#### Work item:
In your copy of the entries, please include no pictures and return every word exactly.

# # # # # # #

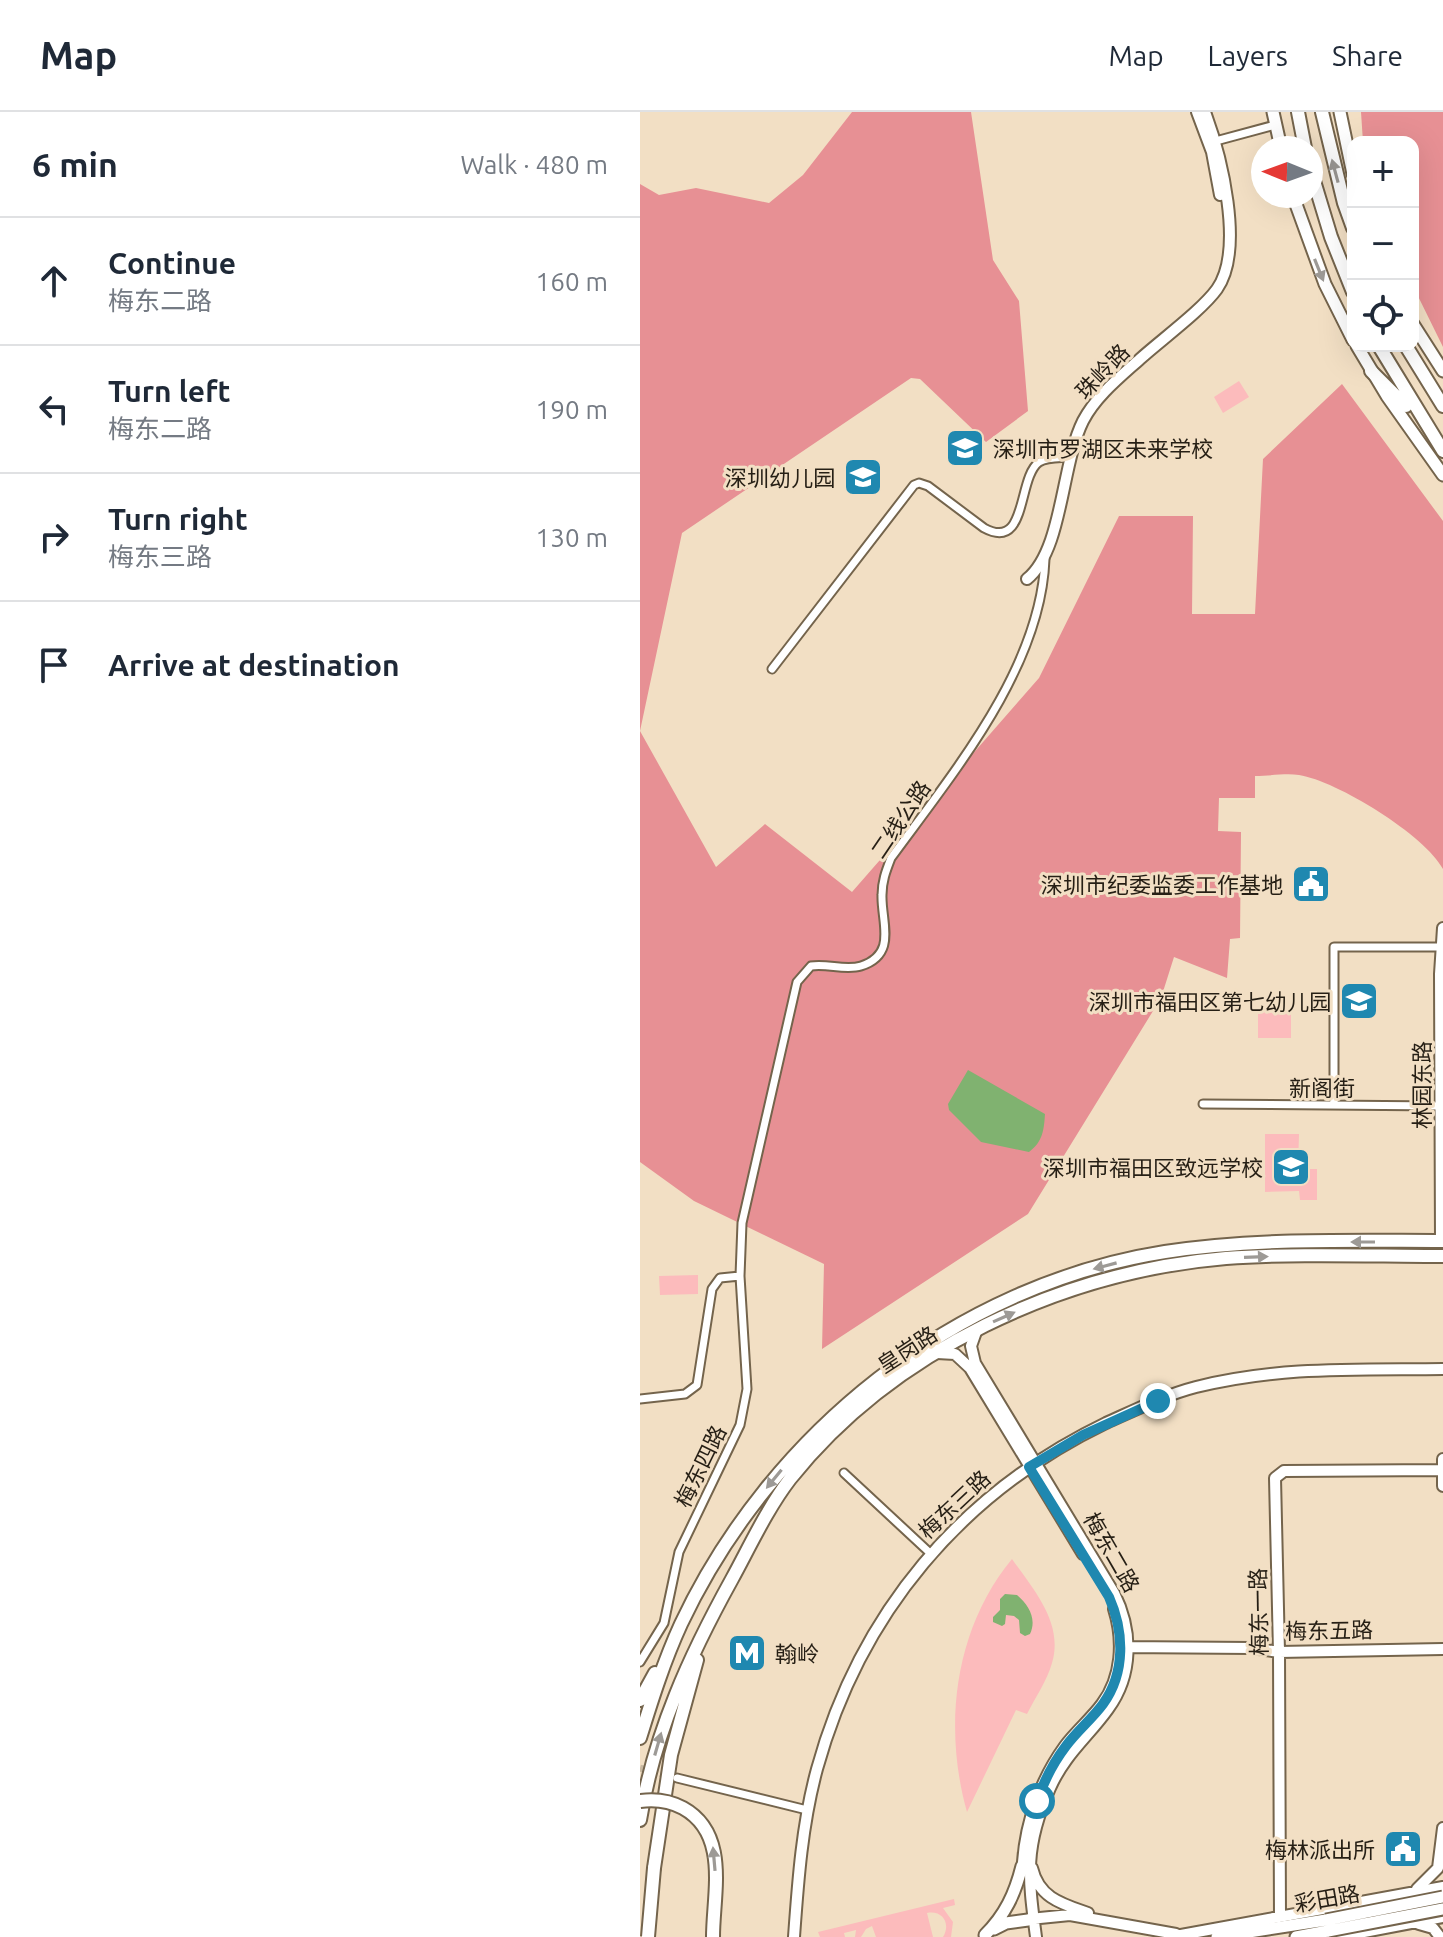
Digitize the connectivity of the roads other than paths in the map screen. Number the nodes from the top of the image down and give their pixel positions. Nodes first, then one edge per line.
1 (1197, 112) edge
2 (1205, 112) edge
3 (1273, 112) edge
4 (1298, 112) edge
5 (1322, 112) edge
6 (1340, 112) edge
7 (1275, 125) junction
8 (1278, 136) edge
9 (1303, 136) edge
10 (1212, 142) junction
11 (1347, 145) edge
12 (1297, 208) edge
13 (1321, 208) edge
14 (1347, 211) edge
15 (1348, 280) edge
16 (1347, 328) edge
17 (1419, 333) edge
18 (1360, 352) edge
19 (1382, 352) edge
20 (1410, 352) edge
21 (1371, 371) junction
22 (1443, 371) edge
23 (1443, 406) edge
24 (1429, 432) junction
25 (1443, 451) edge
26 (1070, 457) junction
27 (1443, 475) edge
28 (1045, 556) junction
29 (1027, 579) dead end
30 (772, 669) dead end
31 (1443, 928) edge
32 (1441, 947) edge
33 (1203, 1104) dead end
34 (1334, 1105) junction
35 (1441, 1106) junction
36 (1442, 1241) edge
37 (1443, 1256) edge
38 (740, 1276) junction
39 (977, 1329) junction
40 (935, 1353) junction
41 (1443, 1369) edge
42 (640, 1399) edge
43 (1443, 1459) edge
44 (1032, 1465) junction
45 (1443, 1470) edge
46 (844, 1473) dead end
47 (1443, 1486) edge
48 (930, 1553) junction
49 (682, 1621) junction
50 (664, 1623) junction
51 (706, 1626) junction
52 (671, 1646) junction
53 (1125, 1647) junction
54 (1443, 1649) edge
55 (1279, 1652) junction
56 (640, 1662) edge
57 (640, 1700) edge
58 (640, 1738) edge
59 (677, 1778) tunnel mouth
60 (640, 1801) edge
61 (807, 1810) junction
62 (640, 1820) edge
63 (1443, 1828) edge
64 (1031, 1853) junction
65 (1022, 1866) junction
66 (1408, 1893) junction
67 (1441, 1894) edge
68 (1443, 1909) edge
69 (1280, 1917) junction
70 (1443, 1917) edge
71 (1031, 1919) junction
72 (1100, 1920) junction
73 (1413, 1923) junction
74 (1331, 1929) edge
75 (983, 1936) edge
76 (1174, 1936) edge
77 (648, 1937) edge
78 (713, 1937) edge
79 (794, 1937) edge
80 (1033, 1937) edge
81 (1217, 1937) edge
82 (1296, 1937) edge
83 (1440, 1937) edge

1 - 10 street, 珠岭路
2 - 10 street, 珠岭路
3 - 7 main road
4 - 9 highway
14 -> 5 highway
6 - 11 main road
7 - 8 main road
7 - 10 street
10 - 26 street, 珠岭路
12 -> 16 main road
13 - 15 highway
17 - 22 main road
18 - 21 main road
19 - 24 highway
20 - 23 highway
21 - 24 highway
21 - 27 main road
24 - 25 highway
26 - 28 street, 珠岭路
26 - 30 street
28 - 29 street, 珠岭路
28 - 38 street, 二线公路
31 - 32 street, 林园东路
32 - 34 street
32 - 35 street, 林园东路
33 - 34 street, 新阁街
34 - 35 street, 新阁街
35 - 36 street, 林园东路
36 -> 49 highway, 皇岗路
39 -> 37 highway, 皇岗路
38 - 42 street
38 - 50 street, 梅东四路
39 - 40 highway, 皇岗路
39 - 44 street, 梅东二路
40 - 44 street, 梅东二路
40 - 51 highway, 皇岗路
41 - 44 street, 梅东三路
43 - 45 street
44 - 48 street, 梅东三路
44 - 53 street, 梅东二路
45 - 47 street
45 - 55 street, 梅东一路
46 - 48 street
48 - 61 street, 梅东三路
49 - 50 street
49 - 52 highway, 皇岗路
50 - 56 street, 梅东四路
62 -> 51 highway, 皇岗路
51 - 77 highway, bridge
52 - 57 highway
52 - 58 highway, 皇岗路
53 - 55 street, 梅东五路
53 - 64 street, 梅东二路
53 - 65 street, 梅东二路
54 - 55 street, 梅东五路
55 - 69 street, 梅东一路
59 - 61 street
78 -> 60 highway, bridge
61 - 79 street, 梅东三路
63 - 66 street
64 - 71 street, 梅东二路
64 - 72 street
65 - 71 street, 梅东二路
65 - 75 main road
66 - 67 street
66 - 69 street
67 - 74 main road, 彩田路, bridge
68 - 74 main road, 彩田路, bridge
69 - 76 street
70 - 73 street
71 - 72 street
71 - 75 main road
71 - 80 street, 梅东二路
72 - 76 street
73 - 74 street
73 - 83 street
74 - 81 main road, 彩田路
74 - 82 main road, 彩田路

# # # # # # #

#### Task result:
Digitize the connectivity of the roads other than paths in the map screen. Number the nodes from the top of the image down and give their pixel positions. Nodes first, then one edge per line.
1 (1197, 112) edge
2 (1205, 112) edge
3 (1273, 112) edge
4 (1298, 112) edge
5 (1322, 112) edge
6 (1340, 112) edge
7 (1275, 125) junction
8 (1278, 136) edge
9 (1303, 136) edge
10 (1212, 142) junction
11 (1347, 145) edge
12 (1297, 208) edge
13 (1321, 208) edge
14 (1347, 211) edge
15 (1348, 280) edge
16 (1347, 328) edge
17 (1419, 333) edge
18 (1360, 352) edge
19 (1382, 352) edge
20 (1410, 352) edge
21 (1371, 371) junction
22 (1443, 371) edge
23 (1443, 406) edge
24 (1429, 432) junction
25 (1443, 451) edge
26 (1070, 457) junction
27 (1443, 475) edge
28 (1045, 556) junction
29 (1027, 579) dead end
30 (772, 669) dead end
31 (1443, 928) edge
32 (1441, 947) edge
33 (1203, 1104) dead end
34 (1334, 1105) junction
35 (1441, 1106) junction
36 (1442, 1241) edge
37 (1443, 1256) edge
38 (740, 1276) junction
39 (977, 1329) junction
40 (935, 1353) junction
41 (1443, 1369) edge
42 (640, 1399) edge
43 (1443, 1459) edge
44 (1032, 1465) junction
45 (1443, 1470) edge
46 (844, 1473) dead end
47 (1443, 1486) edge
48 (930, 1553) junction
49 (682, 1621) junction
50 (664, 1623) junction
51 (706, 1626) junction
52 (671, 1646) junction
53 (1125, 1647) junction
54 (1443, 1649) edge
55 (1279, 1652) junction
56 (640, 1662) edge
57 (640, 1700) edge
58 (640, 1738) edge
59 (677, 1778) tunnel mouth
60 (640, 1801) edge
61 (807, 1810) junction
62 (640, 1820) edge
63 (1443, 1828) edge
64 (1031, 1853) junction
65 (1022, 1866) junction
66 (1408, 1893) junction
67 (1441, 1894) edge
68 (1443, 1909) edge
69 (1280, 1917) junction
70 (1443, 1917) edge
71 (1031, 1919) junction
72 (1100, 1920) junction
73 (1413, 1923) junction
74 (1331, 1929) edge
75 (983, 1936) edge
76 (1174, 1936) edge
77 (648, 1937) edge
78 (713, 1937) edge
79 (794, 1937) edge
80 (1033, 1937) edge
81 (1217, 1937) edge
82 (1296, 1937) edge
83 (1440, 1937) edge

1 - 10 street, 珠岭路
2 - 10 street, 珠岭路
3 - 7 main road
4 - 9 highway
14 -> 5 highway
6 - 11 main road
7 - 8 main road
7 - 10 street
10 - 26 street, 珠岭路
12 -> 16 main road
13 - 15 highway
17 - 22 main road
18 - 21 main road
19 - 24 highway
20 - 23 highway
21 - 24 highway
21 - 27 main road
24 - 25 highway
26 - 28 street, 珠岭路
26 - 30 street
28 - 29 street, 珠岭路
28 - 38 street, 二线公路
31 - 32 street, 林园东路
32 - 34 street
32 - 35 street, 林园东路
33 - 34 street, 新阁街
34 - 35 street, 新阁街
35 - 36 street, 林园东路
36 -> 49 highway, 皇岗路
39 -> 37 highway, 皇岗路
38 - 42 street
38 - 50 street, 梅东四路
39 - 40 highway, 皇岗路
39 - 44 street, 梅东二路
40 - 44 street, 梅东二路
40 - 51 highway, 皇岗路
41 - 44 street, 梅东三路
43 - 45 street
44 - 48 street, 梅东三路
44 - 53 street, 梅东二路
45 - 47 street
45 - 55 street, 梅东一路
46 - 48 street
48 - 61 street, 梅东三路
49 - 50 street
49 - 52 highway, 皇岗路
50 - 56 street, 梅东四路
62 -> 51 highway, 皇岗路
51 - 77 highway, bridge
52 - 57 highway
52 - 58 highway, 皇岗路
53 - 55 street, 梅东五路
53 - 64 street, 梅东二路
53 - 65 street, 梅东二路
54 - 55 street, 梅东五路
55 - 69 street, 梅东一路
59 - 61 street
78 -> 60 highway, bridge
61 - 79 street, 梅东三路
63 - 66 street
64 - 71 street, 梅东二路
64 - 72 street
65 - 71 street, 梅东二路
65 - 75 main road
66 - 67 street
66 - 69 street
67 - 74 main road, 彩田路, bridge
68 - 74 main road, 彩田路, bridge
69 - 76 street
70 - 73 street
71 - 72 street
71 - 75 main road
71 - 80 street, 梅东二路
72 - 76 street
73 - 74 street
73 - 83 street
74 - 81 main road, 彩田路
74 - 82 main road, 彩田路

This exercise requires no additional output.